1. Version Highlights

This section provides highlights of the NVIDIA Data Center GPU R450 Driver (version 450.80.02 Linux and 452.39 Windows).

For changes related to the 450 release of the NVIDIA display driver, review the file "NVIDIA_Changelog" available in the .run installer packages.

Driver release date: 09/30/2020

1.1. Software Versions

07/28/2020: For this release, the software versions are listed below.

  • CUDA Toolkit 11: 11.03

    Note that starting with CUDA 11, individual components of the toolkit are versioned independently. For a full list of the individual versioned components (e.g. nvcc, CUDA libraries etc.), see the CUDA Toolkit Release Notes

  • NVIDIA Data Center GPU Driver: 450.80.02 (Linux) / 452.39 (Windows)

  • Fabric Manager: 450.80.02 (Use nv-fabricmanager -v)

  • GPU VBIOS:

    • 92.00.19.00.01 (NVIDIA A100 SKU200 with heatsink for HGX A100 8-way and 4-way)

    • 92.00.19.00.02 (NVIDIA A100 SKU202 w/o heatsink for HGX A100 4-way)

  • NVSwitch VBIOS: 92.10.14.00.01

  • NVFlash: 5.641

Due to a revision lock between the VBIOS and driver, VBIOS versions >= 92.00.18.00.00 must use corresponding drivers >= 450.36.01. Older VBIOS versions will work with newer drivers.

For more information on getting started with the NVIDIA Fabric Manager on NVSwitch-based systems (for example, HGX A100), refer to the Fabric Manager User Guide.

1.2. Improvements

  • Added a new system-level interface using nvidia-capabilities via /dev for Multi-Instance GPU (MIG) on NVIDIA A100. For more information on these new device node capabilities, refer to the MIG user guide.

  • Added support for CUDA compatibility for CUDA 11.1, where CUDA 11.1 applications will work on supported GPUs when used with drivers >= 450.80.00 on Linux. Refer to CUDA Compatibility for more information.

1.3. Fixed Issues

  • Various security issues were addressed. For additional details on the med-high severity issues, review the NVIDIA Security Bulletin 5075 .

  • When starting the Fabric Manager service, the following error may be reported: detected NVSwitch non-fatal error 10003 on NVSwitch pci. This error is not fatal and no functionality is affected. This issue will be resolved in a future driver release.

  • In some cases, after a system reboot, the first run of nvidia-smi shows an ERR! for the power status of a GPU in a multi-GPU A100 system. This issue is not observed when running with peristence mode enabled.

  • Fixed an issue where NVLink training encounters a fatal error but link training is reported as successful, resulting in broken nodes assigned to clients.

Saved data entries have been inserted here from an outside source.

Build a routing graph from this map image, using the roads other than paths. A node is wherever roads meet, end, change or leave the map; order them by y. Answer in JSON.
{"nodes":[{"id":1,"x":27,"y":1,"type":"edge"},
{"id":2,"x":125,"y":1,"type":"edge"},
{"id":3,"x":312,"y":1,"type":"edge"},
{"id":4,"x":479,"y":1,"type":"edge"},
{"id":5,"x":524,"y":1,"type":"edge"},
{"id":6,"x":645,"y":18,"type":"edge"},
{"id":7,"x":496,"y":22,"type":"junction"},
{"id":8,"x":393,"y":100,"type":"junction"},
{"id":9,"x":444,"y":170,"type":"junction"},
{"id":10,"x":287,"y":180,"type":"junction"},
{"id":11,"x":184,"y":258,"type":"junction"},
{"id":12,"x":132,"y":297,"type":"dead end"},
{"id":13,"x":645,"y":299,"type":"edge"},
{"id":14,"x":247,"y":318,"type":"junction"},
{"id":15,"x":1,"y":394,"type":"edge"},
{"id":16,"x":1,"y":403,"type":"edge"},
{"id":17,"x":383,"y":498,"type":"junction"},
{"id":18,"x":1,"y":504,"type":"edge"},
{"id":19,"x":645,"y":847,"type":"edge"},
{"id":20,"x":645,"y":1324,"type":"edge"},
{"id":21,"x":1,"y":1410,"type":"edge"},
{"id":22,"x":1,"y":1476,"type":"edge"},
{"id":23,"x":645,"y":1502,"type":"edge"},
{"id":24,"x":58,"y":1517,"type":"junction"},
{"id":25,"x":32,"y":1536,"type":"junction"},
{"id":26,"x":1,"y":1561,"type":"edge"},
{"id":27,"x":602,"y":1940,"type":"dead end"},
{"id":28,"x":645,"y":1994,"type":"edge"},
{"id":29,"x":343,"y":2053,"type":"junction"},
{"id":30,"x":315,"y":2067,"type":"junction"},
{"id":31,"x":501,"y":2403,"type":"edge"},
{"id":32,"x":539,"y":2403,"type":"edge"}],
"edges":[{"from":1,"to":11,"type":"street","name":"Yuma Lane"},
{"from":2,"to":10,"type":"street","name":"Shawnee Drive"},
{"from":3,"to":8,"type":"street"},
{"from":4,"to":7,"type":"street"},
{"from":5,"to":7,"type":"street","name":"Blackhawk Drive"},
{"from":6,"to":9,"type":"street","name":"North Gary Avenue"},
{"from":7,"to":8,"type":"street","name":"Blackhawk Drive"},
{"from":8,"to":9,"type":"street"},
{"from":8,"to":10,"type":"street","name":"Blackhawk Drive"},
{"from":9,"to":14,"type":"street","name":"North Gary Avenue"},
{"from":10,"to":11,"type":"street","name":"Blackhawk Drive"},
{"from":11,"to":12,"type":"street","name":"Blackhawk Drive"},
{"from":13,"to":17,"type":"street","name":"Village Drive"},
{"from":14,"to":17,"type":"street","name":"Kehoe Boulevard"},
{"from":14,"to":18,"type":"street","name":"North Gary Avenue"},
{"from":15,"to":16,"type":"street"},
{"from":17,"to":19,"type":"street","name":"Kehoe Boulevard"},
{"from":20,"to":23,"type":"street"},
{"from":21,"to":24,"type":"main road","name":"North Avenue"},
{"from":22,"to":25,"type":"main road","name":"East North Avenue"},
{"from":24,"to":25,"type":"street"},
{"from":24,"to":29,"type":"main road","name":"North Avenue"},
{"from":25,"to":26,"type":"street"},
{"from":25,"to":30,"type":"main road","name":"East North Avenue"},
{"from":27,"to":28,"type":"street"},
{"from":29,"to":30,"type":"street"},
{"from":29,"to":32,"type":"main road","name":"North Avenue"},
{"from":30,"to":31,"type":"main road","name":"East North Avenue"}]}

An escape case in the NVLink link state reporting caused the driver to report the links as "Active" and functional even though the link had received a fatal error. This fatal error does not allow traffic to be sent over the link, and thus would cause P2P apps to fail. This is a reporting issue, but not a functionality issue. The lacking reporting case was addressed, so the failing link state is properly reported.

  • Fixed a software race condition that caused link training failure (CUDA_ERROR_LAUNCH_FAILED). A race condition within the driver polling code caused a false failure in some of the link training steps. This causes the driver not to continue link training even though training actually was successful up to that point. The fix corrects these sequences so that these false failures no longer happen.

1.4. Known Issues

General

  • By default, Fabric Manager runs as a systemd service. If using DAEMONIZE=0 in the Fabric Manager configuration file, then the following steps may be required.
    1. Disable FM service from auto starting. (systemctl disable nvidia-fabricmanager)

    2. Once the system is booted, manually start FM process. (/usr/bin/nv-fabricmanager -c /usr/share/nvidia/nvswitch/fabricmanager.cfg). Note, since the process is not a daemon, the SSH/Shell prompt will not be returned (use another SSH shell for other activities or run FM as a background task).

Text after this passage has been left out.